Have you noticed that with Claude Code, sometimes responses are fast, sometimes slow like the AI is contemplating life? This often relates to “cache hit rate” - cache hits mean instant responses; misses require recalculation.

Today we’ll discuss Claude Code’s seven “cache optimization secrets” and how it pushes cache hit rates to the extreme.

Core Philosophy of Cache Optimization

The essence of cache optimization is: Reduce change, maintain stability.

Imagine ordering at a restaurant:

  • Cache hit: Waiter remembers what you like, orders directly
  • Cache miss: Has to ask what you want every time

API cache works the same way. Every request sends a large chunk of “system prompt + tool descriptions” to the server. If this content changes, the server must reprocess - time and money wasted.

So the optimization direction is: Keep this content as unchanged as possible, or minimize the impact of changes.

Secret #1: Date Memoization - Don’t Invalidate Across Midnight

A problem困扰 many AI applications: crossing midnight.

Say at 11:59 PM you ask AI a question, system prompt reads “Today is 2026-04-01”. Then at 12:01 AM you ask another, the date becomes “2026-04-02”.

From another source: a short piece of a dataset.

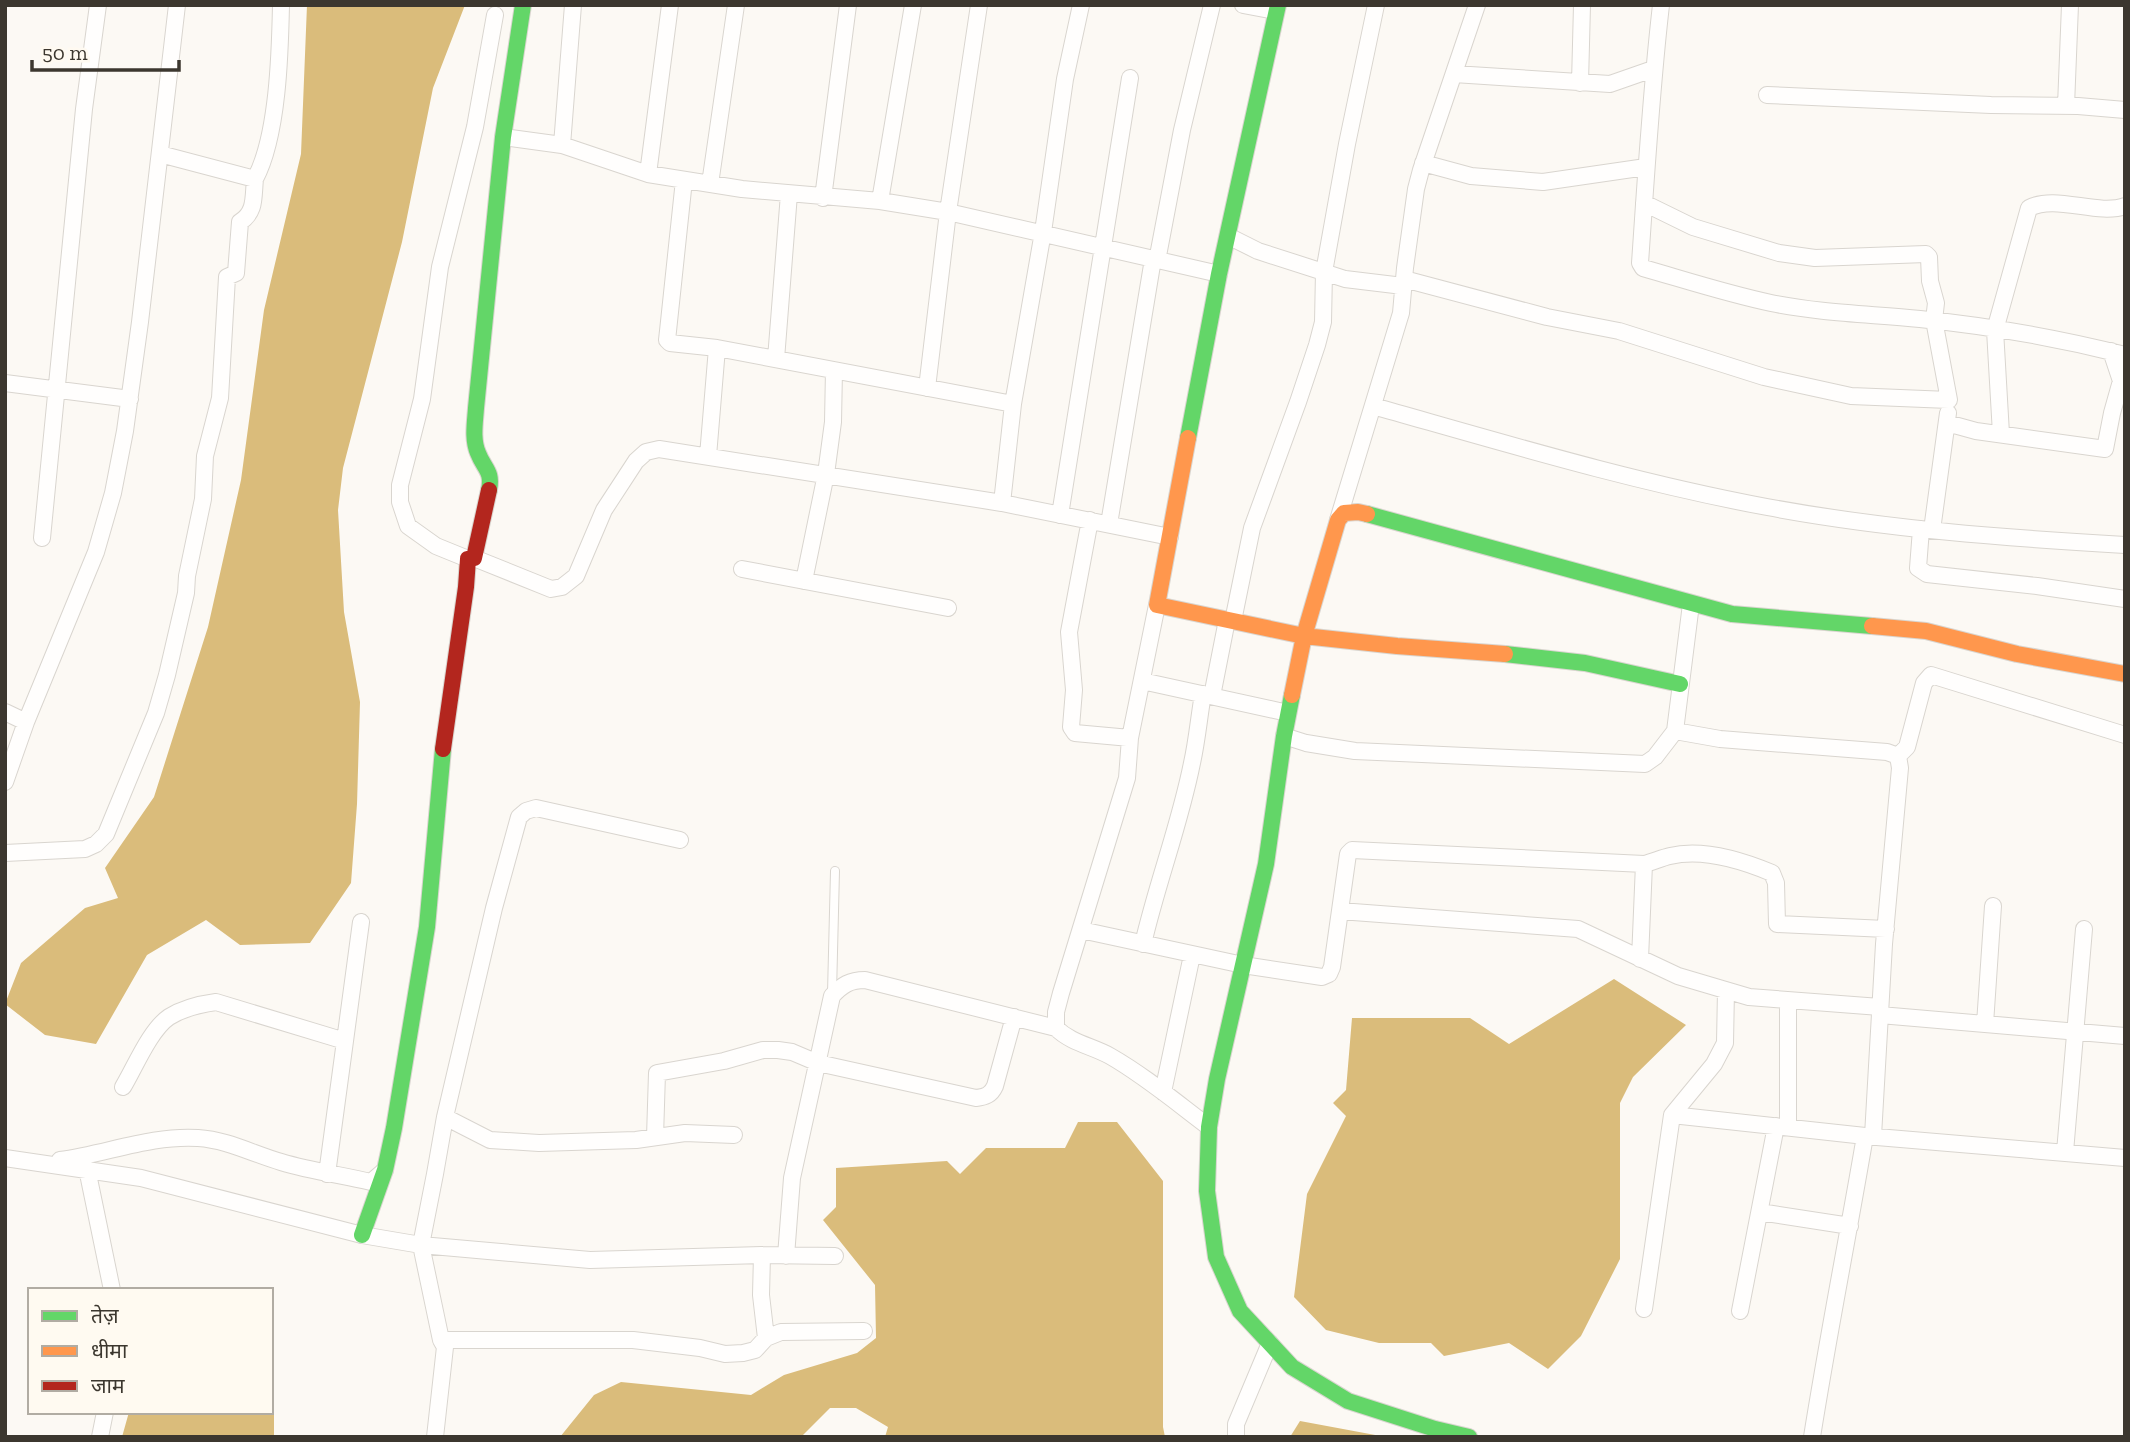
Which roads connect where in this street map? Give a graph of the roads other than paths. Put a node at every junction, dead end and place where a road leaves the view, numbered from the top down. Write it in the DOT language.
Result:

Just this one character change invalidates the entire system prompt cache - about 11,000 tokens need recalculation.

Claude Code’s solution: Date memoization.

getSessionStartDate = Remember the first date obtained, use this forever

This way, even after midnight, the date in the system prompt remains “yesterday” - cache doesn’t invalidate.

How does AI know “today” changed? Claude Code appends the new date at the message tail. Tail changes don’t affect prefix cache.

It’s like telling the waiter: “I always order the same dish,” just with dessert added today - the main course doesn’t need reintroduction.

Secret #2: Monthly Granularity - From Daily to Monthly Changes

System prompt handled, but tool prompts also need time info. Using full dates (2026-04-01) changes daily.

Solution: Use only month (April 2026).

Change frequency drops from daily to monthly - 30x stability improvement.

It’s like buying a monthly pass instead of daily tickets.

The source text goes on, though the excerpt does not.